Over the next nine months I must surely be able to find some from of exercise that I’m not totally, depressingly crap at. But what? I’m willing to try pretty much anything. What can you suggest?

11 thoughts on “Dear internet… can you help?

    • Both, I guess. Like a lot of people, I work in an office have a pretty sedentary lifestyle. We all know you need to exercise to keep you fit, but it’s also good for your state of mind to get off your arse and away from your computer now and again.

  1. Hey, how about rowing? You can take a beginners’ course and see how you get on from there. It’s great fun, really social, and the best hangover cure around! Seeing as someone else is steering, and the balancing has more to do with the boat staying afloat rather than your individual balance I think it may just work you know!

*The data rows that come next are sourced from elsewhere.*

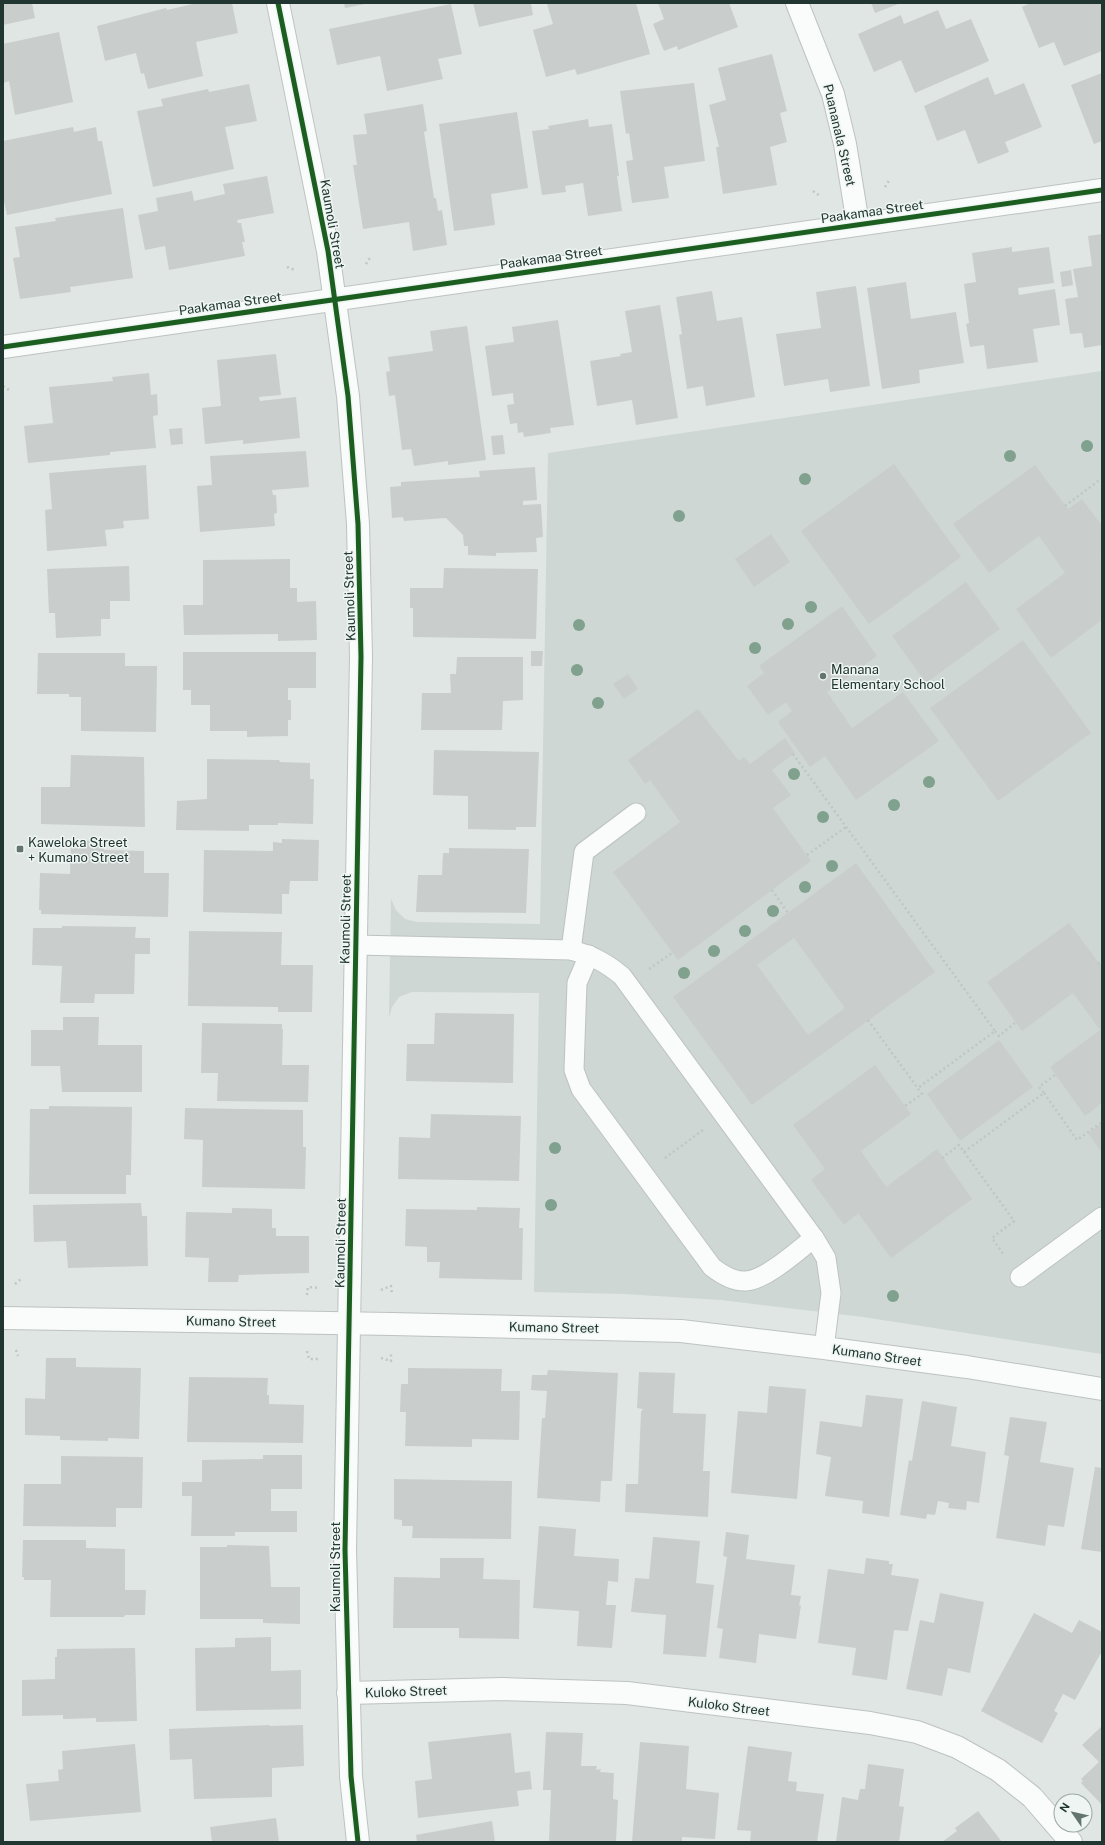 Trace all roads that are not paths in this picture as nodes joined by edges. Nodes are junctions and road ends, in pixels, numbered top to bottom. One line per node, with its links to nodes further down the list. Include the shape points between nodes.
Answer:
1 (278, 3): 5 (street, Kaumoli Street, via 328,251)
2 (797, 3): 4 (street, Puananala Street, via 833,94 845,144)
3 (1102, 190): 4 (street, Paakamaa Street)
4 (858, 224): 5 (street, Paakamaa Street)
5 (334, 299): 6 (street, Paakamaa Street); 8 (street, Kaumoli Street, via 348,396 358,524 361,657)
6 (3, 347)
7 (636, 813): 9 (lane, via 584,852)
8 (355, 945): 9 (lane); 15 (street, Kaumoli Street)
9 (571, 950): 10 (lane)
10 (589, 955): 12 (lane, via 605,962 622,976); 12 (lane, via 577,983 574,1070 581,1089 712,1267 725,1277 746,1281 766,1274)
11 (1102, 1217): 13 (lane)
12 (814, 1238): 16 (lane, via 826,1258 831,1293)
13 (1020, 1277)
14 (3, 1318): 15 (street, Kumano Street)
15 (350, 1323): 16 (street, Kumano Street, via 681,1331); 18 (street, Kaumoli Street, via 344,1550)
16 (824, 1348): 17 (street, Kumano Street, via 967,1367)
17 (1102, 1389)
18 (348, 1693): 19 (street, Kaumoli Street, via 351,1776); 20 (street, Kuloko Street, via 502,1689 627,1693 909,1730 957,1747 998,1770 1032,1797)
19 (358, 1842)
20 (1071, 1842) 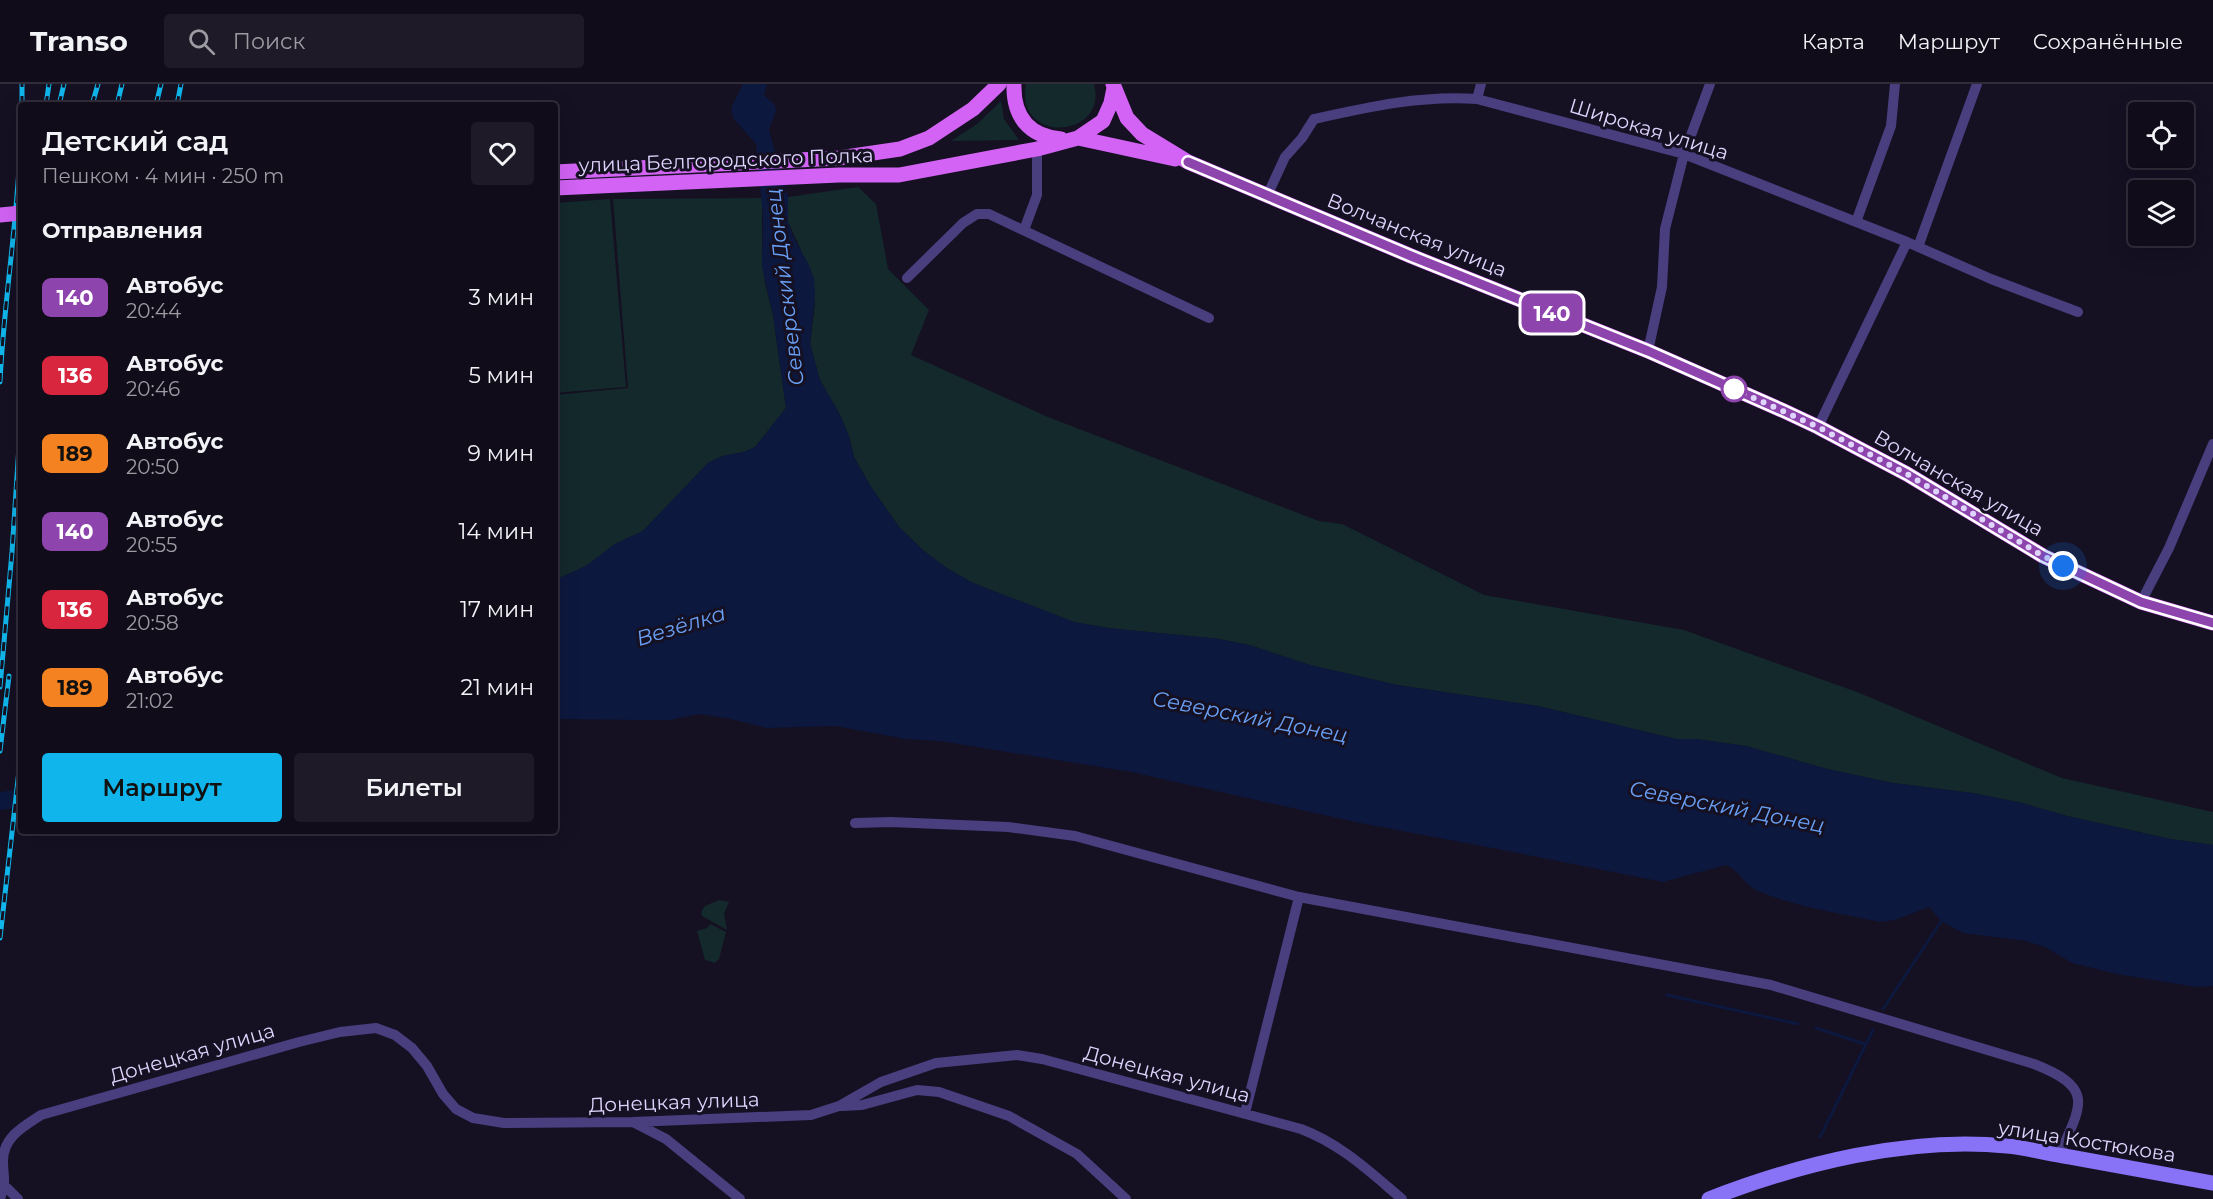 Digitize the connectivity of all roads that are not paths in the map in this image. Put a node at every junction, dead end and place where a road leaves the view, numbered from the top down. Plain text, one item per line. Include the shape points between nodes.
1 (999, 84) edge
2 (1014, 84) edge
3 (1481, 84) edge
4 (1710, 84) edge
5 (1895, 84) edge
6 (1977, 84) edge
7 (1113, 86) edge
8 (1477, 99) junction
9 (1024, 123) junction
10 (1074, 139) junction
11 (1037, 149) junction
12 (1684, 154) junction
13 (1188, 162) junction
14 (558, 172) edge
15 (558, 188) edge
16 (1267, 196) junction
17 (18, 213) edge
18 (0, 215) edge
19 (1856, 222) junction
20 (1024, 230) junction
21 (1907, 242) junction
22 (1918, 247) junction
23 (907, 278) dead end
24 (2078, 312) dead end
25 (1209, 318) dead end
26 (1648, 351) junction
27 (1818, 427) junction
28 (2213, 444) edge
29 (2141, 602) junction
30 (2213, 623) edge
31 (855, 824) dead end
32 (1299, 897) junction
33 (839, 1106) junction
34 (1245, 1113) junction
35 (633, 1122) junction
36 (2059, 1155) junction
37 (2213, 1183) edge
38 (5, 1186) junction
39 (0, 1198) edge
40 (18, 1199) edge
41 (740, 1199) edge
42 (1126, 1199) edge
43 (1402, 1199) edge
44 (1709, 1199) edge

1 - 14 main road, улица Белгородского Полка via 973,109 929,138 900,149 839,158
2 - 9 main road via 1015,105
3 - 8 street
4 - 12 street
5 - 19 street via 1891,126
6 - 22 street
7 - 10 main road via 1103,121
7 - 13 main road via 1127,118 1142,134
8 - 12 street, Широкая улица
8 - 16 street, Широкая улица via 1389,102 1314,119 1285,157
9 - 10 main road via 1044,138
9 - 11 main road
10 - 11 main road, улица Белгородского Полка
10 - 13 main road
11 - 15 main road, улица Белгородского Полка via 900,175
11 - 20 street via 1037,195
12 - 19 street, Широкая улица
12 - 26 street via 1665,229 1662,287
13 - 16 main road, Волчанская улица
16 - 26 main road, Волчанская улица
17 - 18 main road, bridge
19 - 21 street, Широкая улица
20 - 23 street via 989,214 977,214
20 - 25 street
21 - 22 street, Широкая улица
21 - 27 street
22 - 24 street, Широкая улица
26 - 27 main road, Волчанская улица
27 - 29 main road, Волчанская улица via 1907,474 2043,556
28 - 29 street via 2169,548
29 - 30 main road, Волчанская улица
31 - 32 street via 1008,826 1075,836
32 - 34 street
32 - 36 street via 1771,985 2034,1064 2059,1074 2072,1085 2079,1101
33 - 34 street, Донецкая улица via 908,1071 936,1063 1017,1054
33 - 35 street, Донецкая улица via 811,1115
33 - 42 street via 862,1105 917,1090 939,1092 1009,1116 1077,1154
34 - 43 street, Донецкая улица via 1325,1138
35 - 38 street, Донецкая улица via 504,1123 473,1118 456,1109 412,1048 395,1035 376,1028 299,1042 41,1115 10,1139 3,1158
35 - 41 street via 666,1139
36 - 37 main road, улица Костюкова
36 - 44 main road, улица Костюкова via 2007,1146 1951,1144 1873,1153 1789,1172
38 - 39 street
38 - 40 street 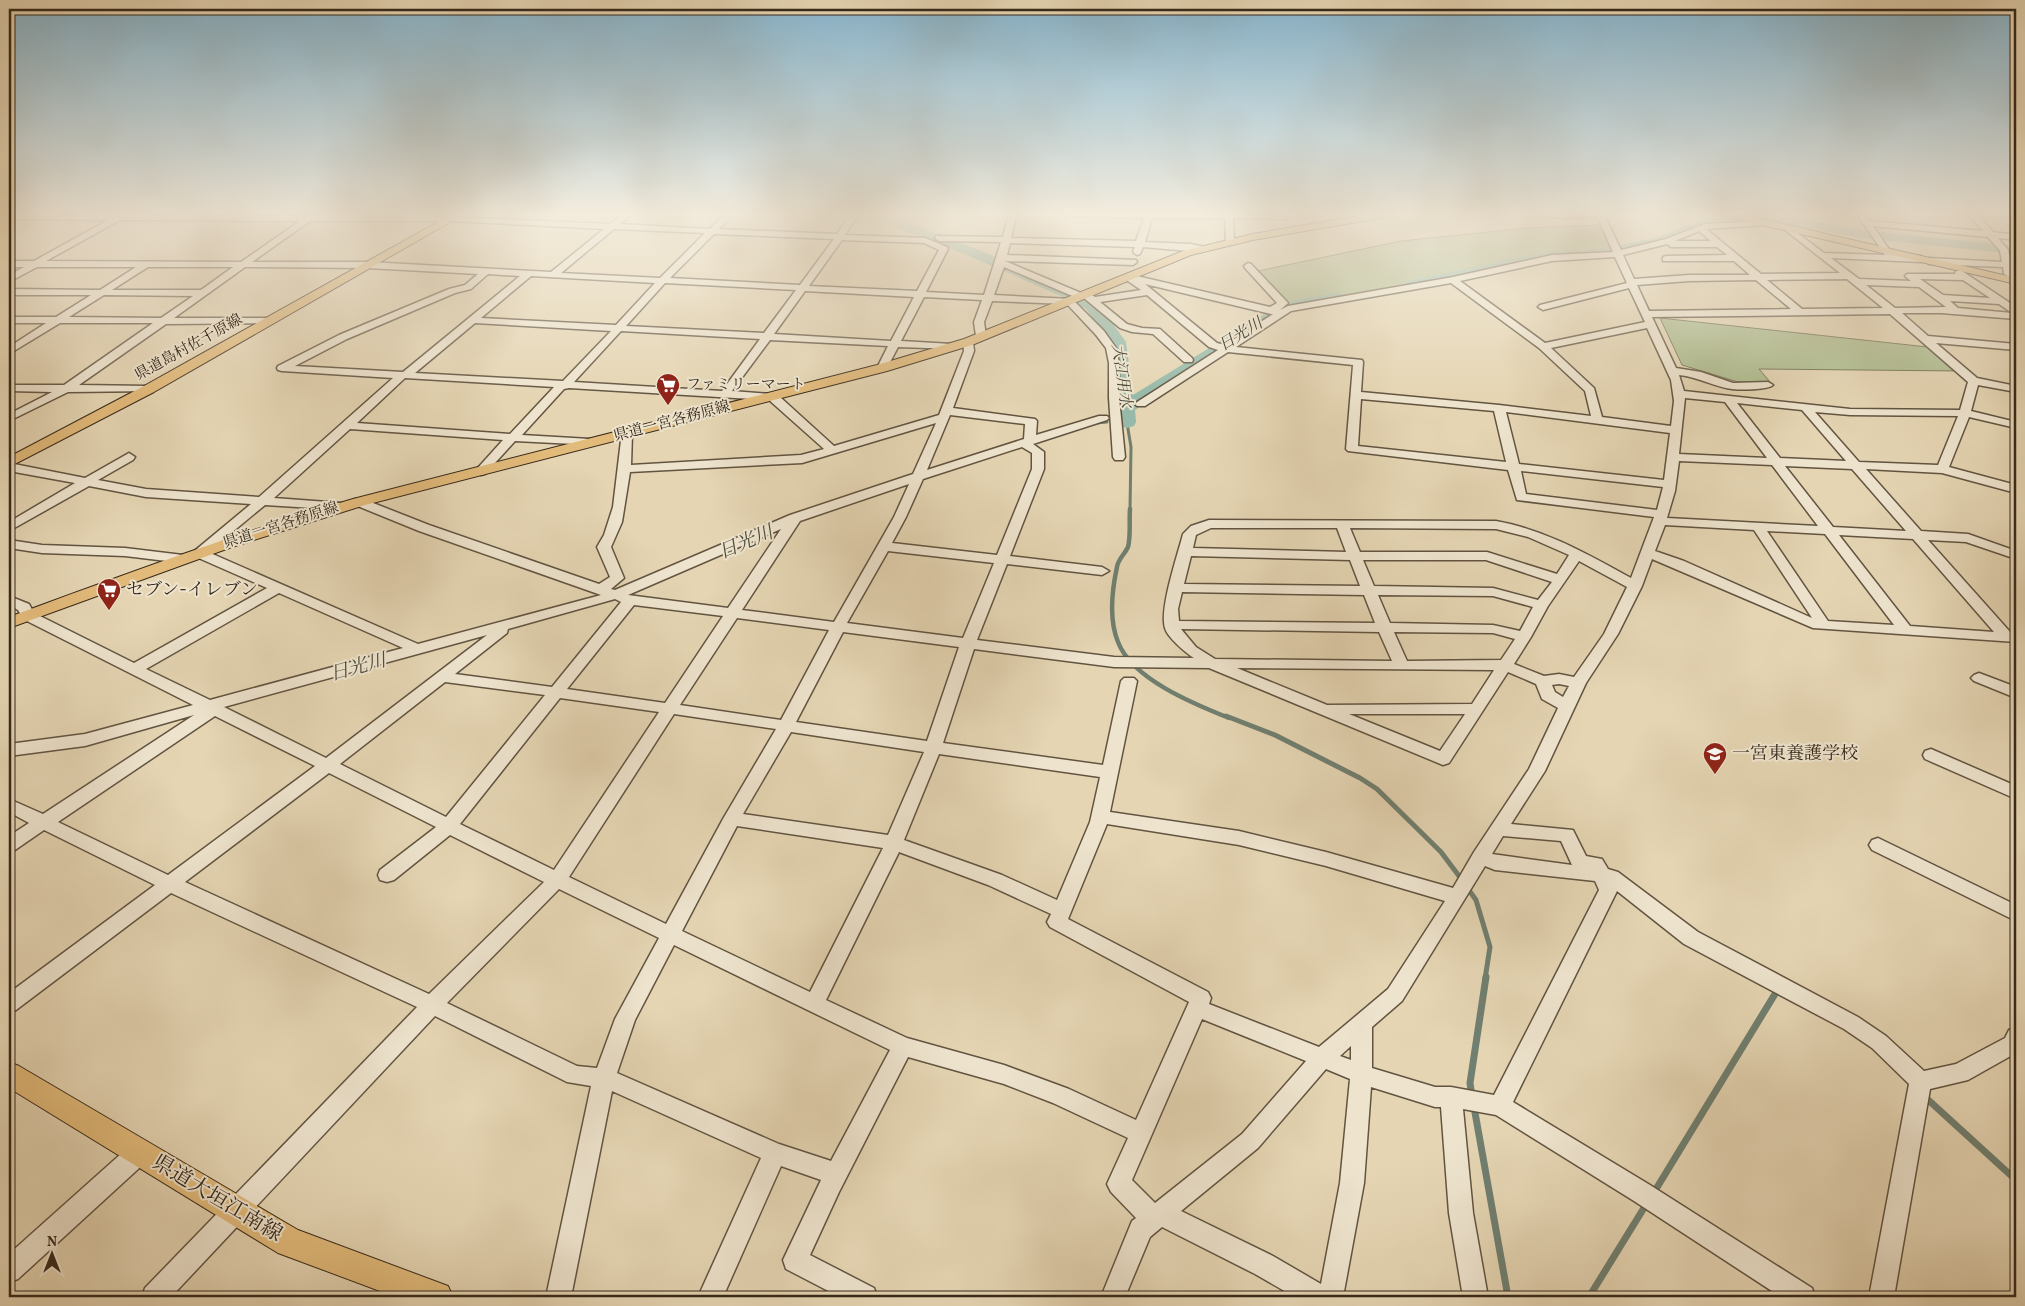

Let me know how it goes.

    • Now I’d be keen to give rowing a go – I live less than a minute’s walk from the river. But I’m not sure I meet the minimum fitness requirements at the moment. I’ll definitely look into it though.

      Can you suggest anywhere to contact?

      • Hey there. Depends where you live really – but if you’re by the river there are bound to be clubs near you! The ARA should be able to help ( I think if you were starting a beginners’ course, everyone would be in the same boat (boom boom) so minimum fitness shouldn’t be an issue. That’s always something you can work on anyhow – they’re not just going to chuck you into the boat and expect you to row 10 miles or anything!

  2. Have you considered yoga at all? Not a sport per se, but great exercise and you can’t really be *bad* at it because absolutely everyone has strengths and weaknesses. If you find the right class and teacher for you, you may love it enough to go regularly.

  3. Do not let your disability rule what you should or should not be doing. There are hundreds of sports that you can do with the disability you have.

    But it truly depends on what you want your sport for. Some are intense in regards to fitness, others not so much.

    Also, do not convince yourself that you must get fitter before trying them. That is one of the top reasons why people don’t ever actually start doing a sport, because they perceive that they will not be fit enough – and it will be too hard. If you really want to do the sport, just go for it – the fitness will come with it.

    Sports which aren’t so intense:
    Archery, Shooting, Bowling, Darts… (You should not be impaired with your disability in doing any of those)

    Sports which are intense (which don’t tend to rely on focus on small fast moving object e.g. balls):
    Swimming, martial arts (judo, jyujyutsu, karate, akido, taichi, kungfu), fencing, rowing, sailing, running, skateboarding, mountain biking, skiing, snowboarding.

    In fact. Why not try them all? Most clubs give you a free session, go along and find out what you like.

    • Chris: I don’t really think of it as a disability. More an impairment. After all, it doesn’t really stop me doing anything, it just makes me a bit crap at some things.

      I’m banned from getting a pilot’s licence, but I’ve never considered that a major loss.

      Archery and shooting are interesting suggestions. As I’m used to doing things one-eyed anyway I should – in theory – have a small advantage (an advantage soon lost by having to shoot left-handed, but still…).

      I’m determined to try lots of new things over the next few months, so I’ll see if I can give it a shot (if you’ll excuse the pun).

  4. How about horse riding… keeps you fit and is really enjoyable – of course you could also incorporate visiting various pubs into your ride… surely that sounds good!